We certainly ought to be very glad indeed for this gain to the jazz world. Gabrielle Ducomble sings with rare grace and elegance, whether in her native French or English, and her voice seems to just float in mid-air with the kind of ease and effortlessness that was rare even among the greats of the past.
Moreover, Ms. Ducomble more than ably tackles an unusually eclectic range of material on J'ai Deux Amours. From the standards of the Great American Songbook via Tango Nuevo (Piazzolla's Libertango) and Brazilian (Bonfa's classic Manha de Carnaval) to French chansons and Jacques Brel to modern French song (Gainsbourg), Ms. Ducomble handles it all with supreme and equal panache, her own elegance matched by equally elegant, subtle arrangements (mostly her own).
The ensemble, led by pianist Alex Hutton and guitarist Nicolas Meier, variously also includes Chris Garrick on violin, Nick Kacal on bass, John Bailey on piano, Saleem Raman and Eric Ford on drums, and Andy Davies and Nathan Mansfield on trumpet and flugel. Their accompaniment is near perfection itself, with some excellent soloing.
J'ai Deux Amours presents its material superbly well balanced. It is, quite simply, a very beautiful album that one can't help instantly falling in love with, and the same goes for Ms. Ducomble's exquisite voice. Favourite track? Every last one!
This is a completely consistent album, coherent and cohesive, and more than compelling J'ai Deux Amours is one of those albums that is utterly addictive.
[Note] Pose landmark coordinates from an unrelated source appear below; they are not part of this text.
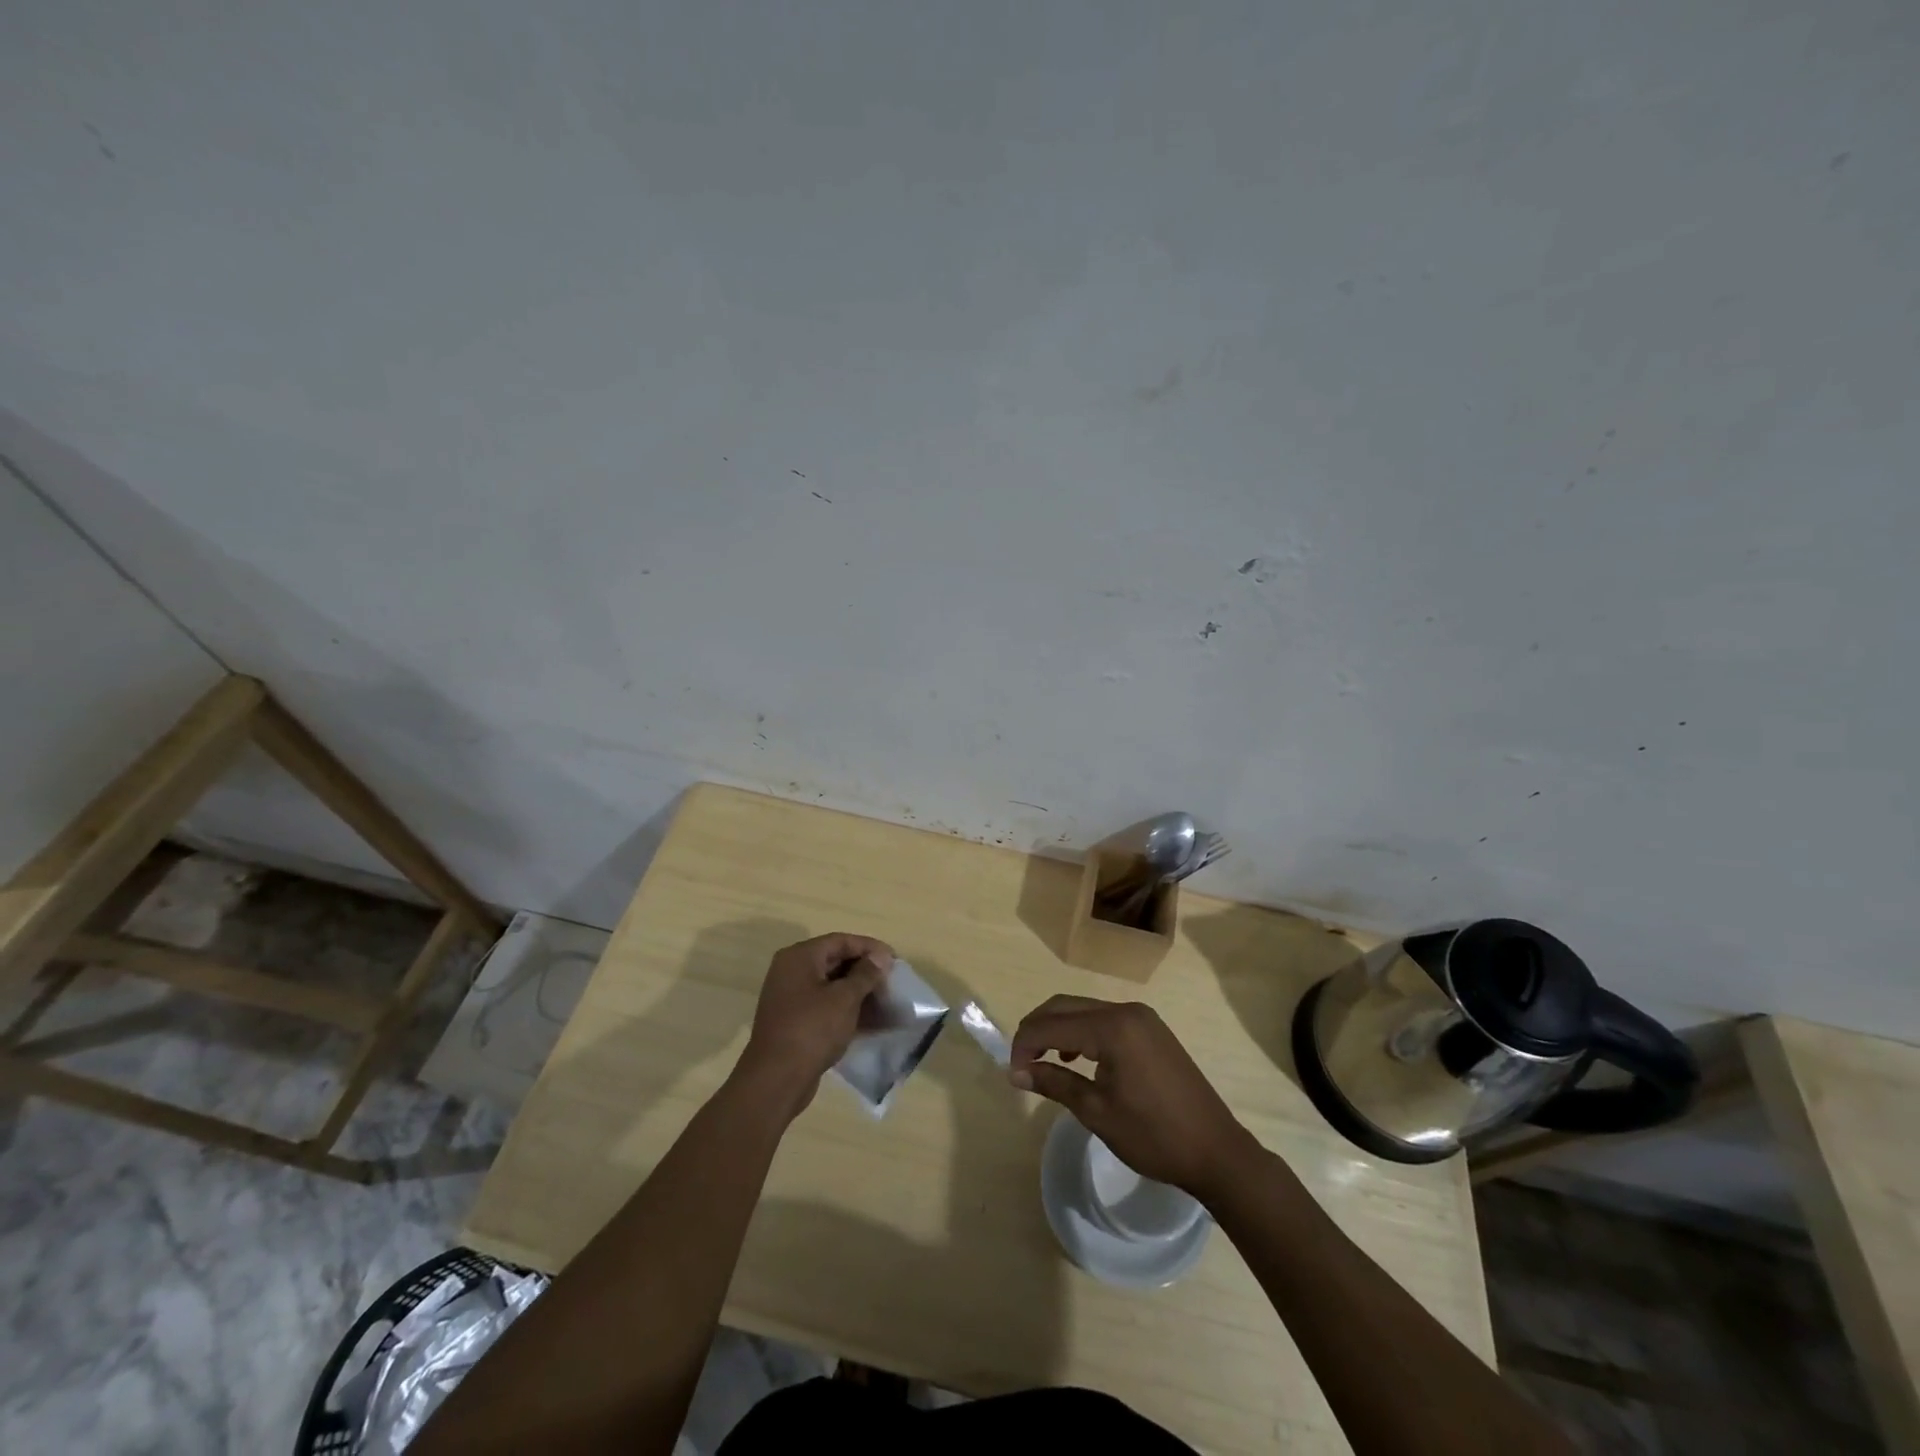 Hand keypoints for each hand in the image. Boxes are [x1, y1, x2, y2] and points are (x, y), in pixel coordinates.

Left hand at [736, 932, 893, 1117]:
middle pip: (835, 961)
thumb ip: (865, 974)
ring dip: (858, 992)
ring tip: (885, 1001)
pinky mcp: (794, 1021)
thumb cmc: (812, 1030)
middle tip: (891, 980)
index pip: (840, 941)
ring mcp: (790, 997)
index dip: (870, 948)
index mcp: (799, 957)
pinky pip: (825, 1006)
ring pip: (831, 985)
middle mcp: (791, 971)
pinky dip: (846, 1009)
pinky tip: (869, 1020)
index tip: (894, 960)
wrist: (776, 1080)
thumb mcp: (844, 998)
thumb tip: (881, 957)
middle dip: (865, 970)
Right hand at [1008, 995, 1255, 1198]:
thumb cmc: (1154, 1136)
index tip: (1013, 1072)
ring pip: (1084, 1009)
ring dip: (1058, 1029)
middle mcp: (1125, 1010)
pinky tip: (1078, 1059)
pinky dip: (1082, 1031)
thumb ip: (1055, 1083)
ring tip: (1044, 1062)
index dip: (1024, 1045)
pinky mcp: (1151, 1028)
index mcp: (1111, 1028)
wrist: (1216, 1150)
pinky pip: (1104, 1018)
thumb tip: (1017, 1072)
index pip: (1051, 1025)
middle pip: (1065, 1006)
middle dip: (1037, 1029)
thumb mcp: (1097, 1112)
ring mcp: (1142, 1017)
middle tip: (1021, 1063) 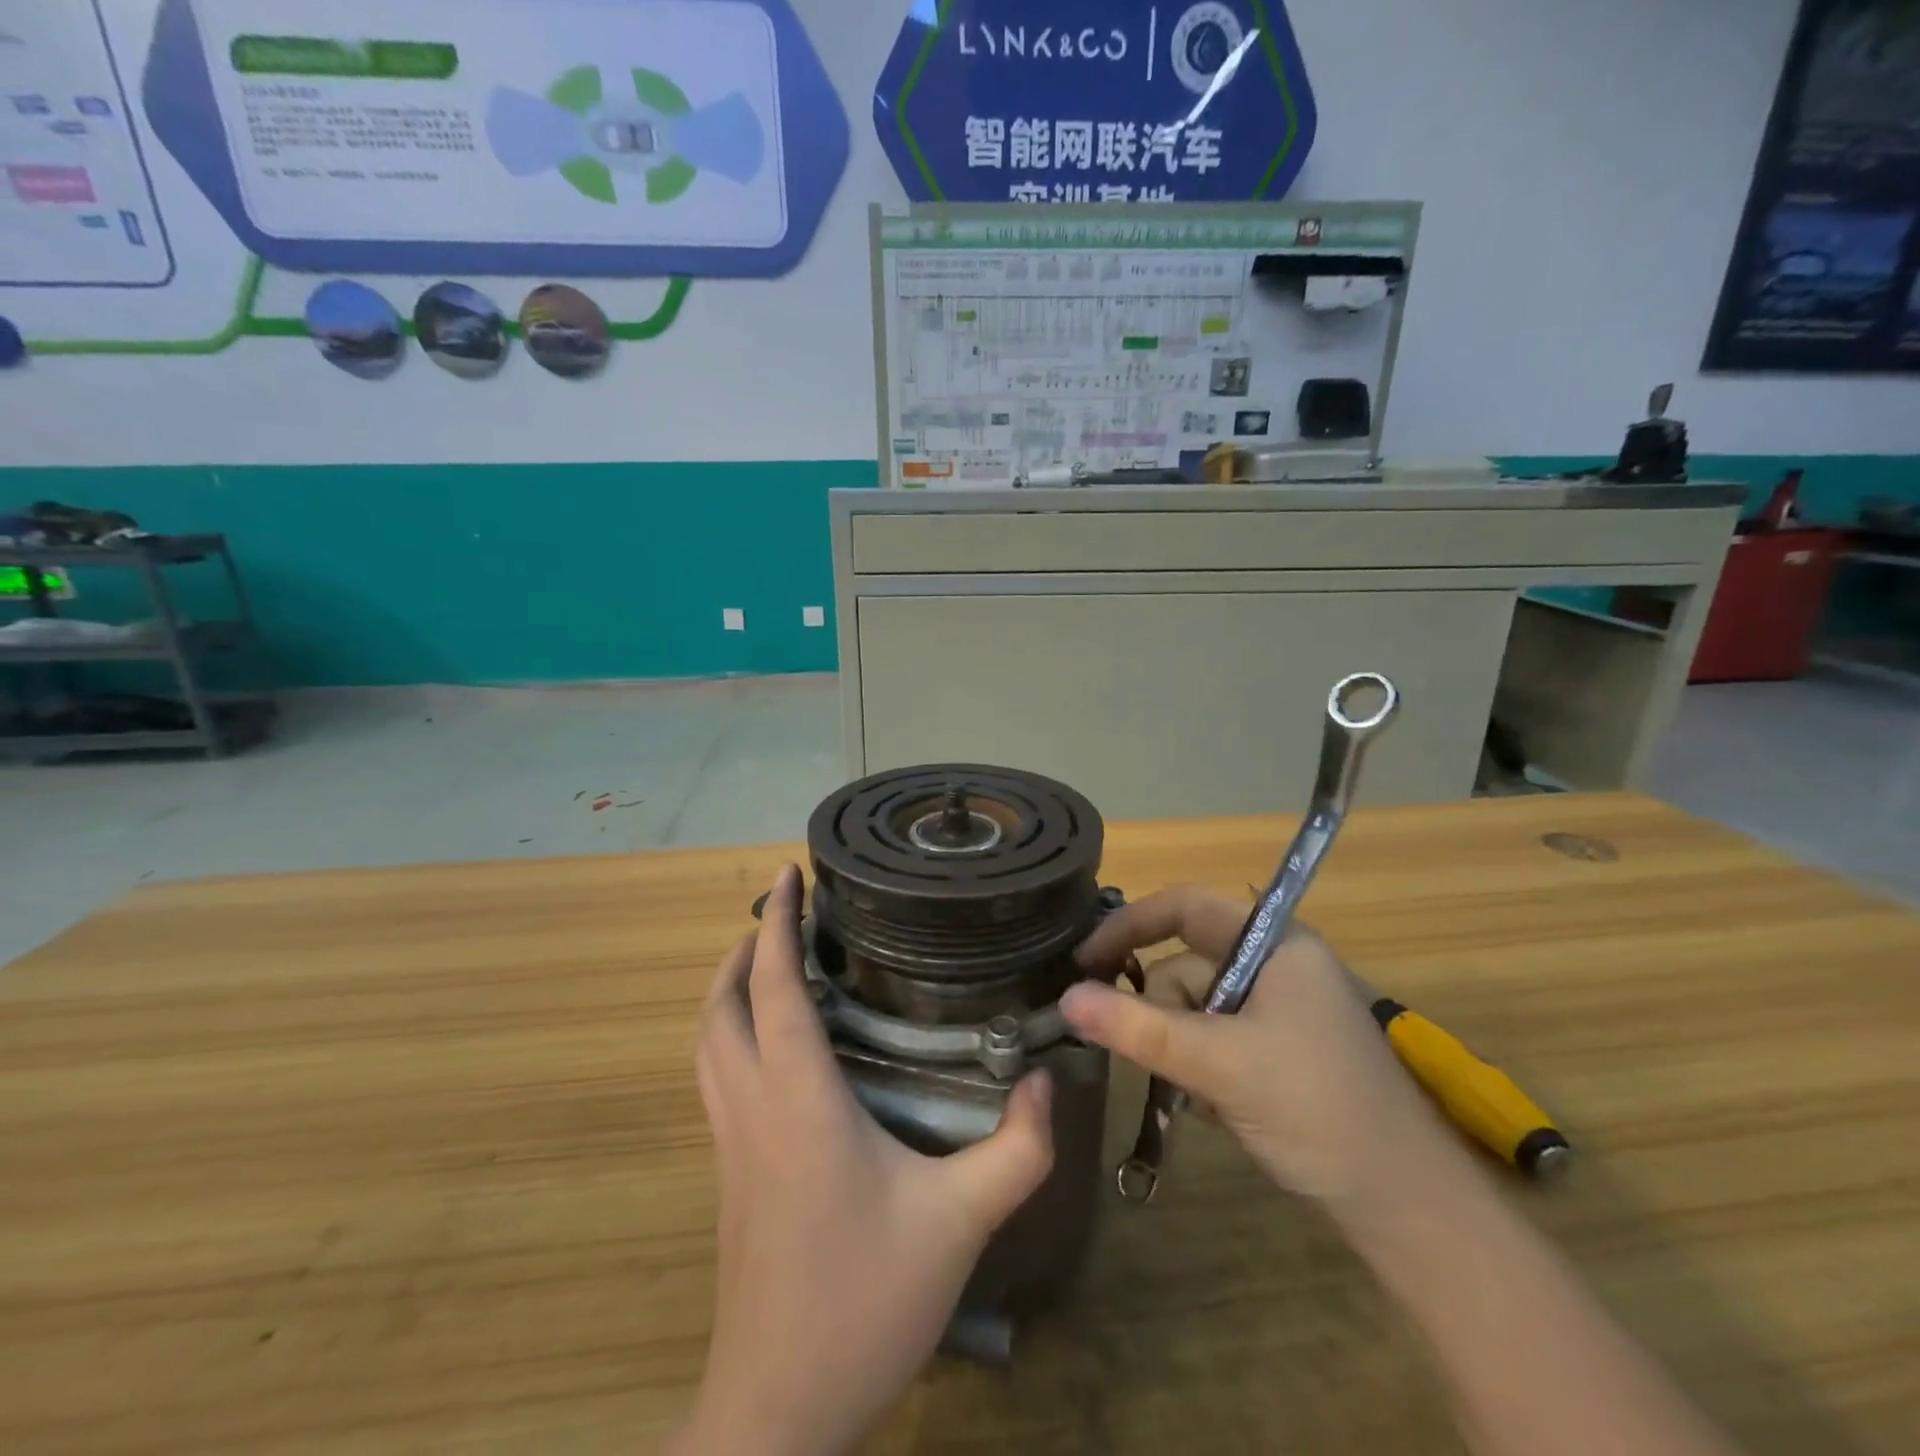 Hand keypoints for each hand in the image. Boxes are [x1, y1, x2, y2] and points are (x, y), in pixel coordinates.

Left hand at [669, 865, 1055, 1455]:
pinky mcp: (728, 1175)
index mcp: (797, 1101)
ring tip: (767, 963)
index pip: (772, 988)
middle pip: (720, 1007)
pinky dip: (731, 1035)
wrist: (777, 1413)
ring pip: (707, 1043)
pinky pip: (716, 1078)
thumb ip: (1014, 1151)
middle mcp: (751, 1108)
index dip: (775, 924)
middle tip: (781, 915)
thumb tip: (1044, 1081)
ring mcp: (730, 1144)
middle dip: (743, 948)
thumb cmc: (862, 1304)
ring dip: (728, 991)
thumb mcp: (959, 1225)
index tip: (786, 875)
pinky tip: (772, 1048)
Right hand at [1065, 885, 1450, 1220]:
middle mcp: (1276, 965)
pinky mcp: (1278, 1050)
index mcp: (1275, 943)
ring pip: (1195, 1009)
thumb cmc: (1316, 1110)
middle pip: (1186, 964)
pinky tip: (1217, 1107)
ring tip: (1199, 1094)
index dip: (1130, 924)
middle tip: (1152, 1057)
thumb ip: (1139, 1029)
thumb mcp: (1219, 1064)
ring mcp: (1279, 1010)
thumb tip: (1067, 999)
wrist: (1405, 1206)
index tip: (1085, 960)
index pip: (1186, 906)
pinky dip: (1201, 1067)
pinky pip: (1214, 1039)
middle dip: (1161, 1011)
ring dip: (1181, 1048) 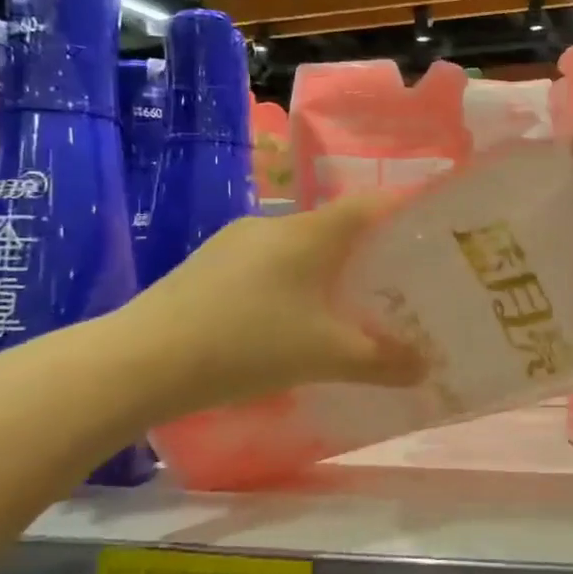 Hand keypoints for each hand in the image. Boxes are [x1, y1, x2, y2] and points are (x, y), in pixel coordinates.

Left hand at [110, 194, 426, 418]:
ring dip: (324, 271)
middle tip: (393, 284)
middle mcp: (274, 225)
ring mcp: (235, 242)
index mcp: (310, 233)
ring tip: (342, 308)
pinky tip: (285, 322)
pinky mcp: (207, 265)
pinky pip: (265, 265)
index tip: (429, 233)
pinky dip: (288, 284)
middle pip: (335, 228)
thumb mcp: (325, 356)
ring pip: (297, 248)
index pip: (370, 206)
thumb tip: (426, 367)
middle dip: (367, 254)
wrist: (143, 360)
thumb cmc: (248, 344)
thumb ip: (381, 360)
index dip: (403, 212) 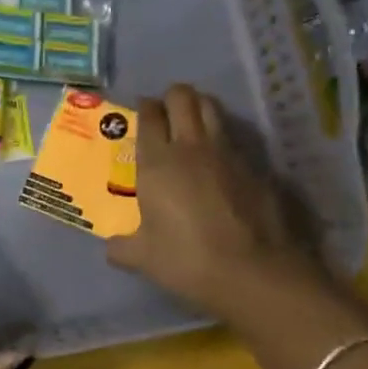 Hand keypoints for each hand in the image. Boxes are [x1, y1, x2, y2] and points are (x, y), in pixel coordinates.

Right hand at [107, 83, 319, 321]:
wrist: (253, 272)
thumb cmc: (187, 260)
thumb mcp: (144, 258)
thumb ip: (123, 247)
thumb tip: (112, 247)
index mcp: (157, 161)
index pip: (149, 115)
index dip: (145, 108)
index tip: (142, 114)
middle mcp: (191, 146)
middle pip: (182, 96)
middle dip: (172, 98)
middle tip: (166, 114)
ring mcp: (227, 152)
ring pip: (212, 108)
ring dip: (200, 108)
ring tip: (193, 126)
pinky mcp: (255, 166)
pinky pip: (234, 138)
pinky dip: (224, 139)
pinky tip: (221, 162) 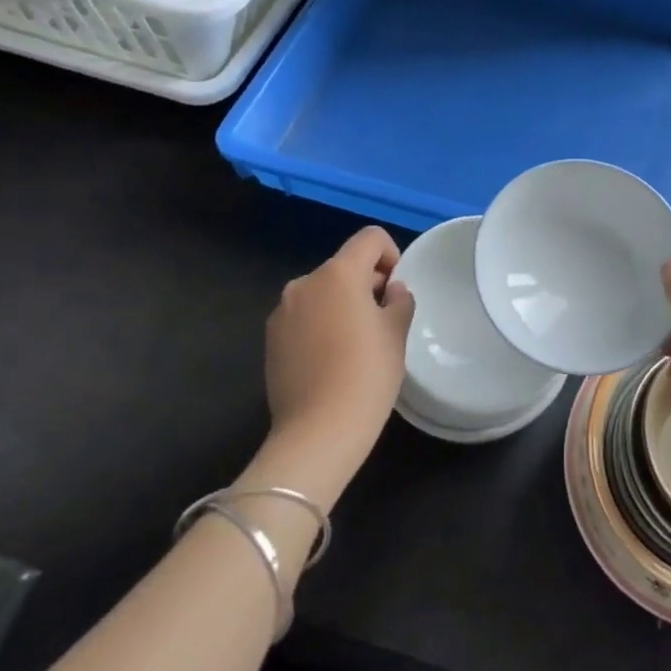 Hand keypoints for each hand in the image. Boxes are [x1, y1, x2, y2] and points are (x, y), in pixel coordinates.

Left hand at [261, 226, 414, 496]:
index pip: (370, 238)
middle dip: (366, 284)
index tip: (395, 291)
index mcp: (338, 274)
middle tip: (382, 323)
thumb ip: (399, 300)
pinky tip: (330, 361)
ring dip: (341, 305)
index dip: (390, 255)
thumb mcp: (397, 333)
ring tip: (355, 346)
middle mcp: (305, 283)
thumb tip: (391, 291)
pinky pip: (304, 316)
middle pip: (344, 266)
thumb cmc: (366, 375)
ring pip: (323, 292)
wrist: (317, 432)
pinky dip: (320, 325)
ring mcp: (282, 311)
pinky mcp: (271, 339)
It is a very mature effort and certainly does not strike as a debut. Indeed, if J'ai Deux Amours is a debut album, one can only marvel what Ms. Ducomble has yet in store for us! Just oozing sophistication, elegance and grace, beauty and charm, as well as full of drama and fascinating story telling, this album just about has it all. J'ai Deux Amours is, to put it simply, an album to die for!
Gabrielle Ducomble is a most happy, welcome and graceful addition to the British jazz scene, and she should go very far indeed.
To say that Gabrielle Ducomble's J'ai Deux Amours is essential in any jazz collection, or any collection of standards, chanson, or whatever, surely would be an understatement. Get it!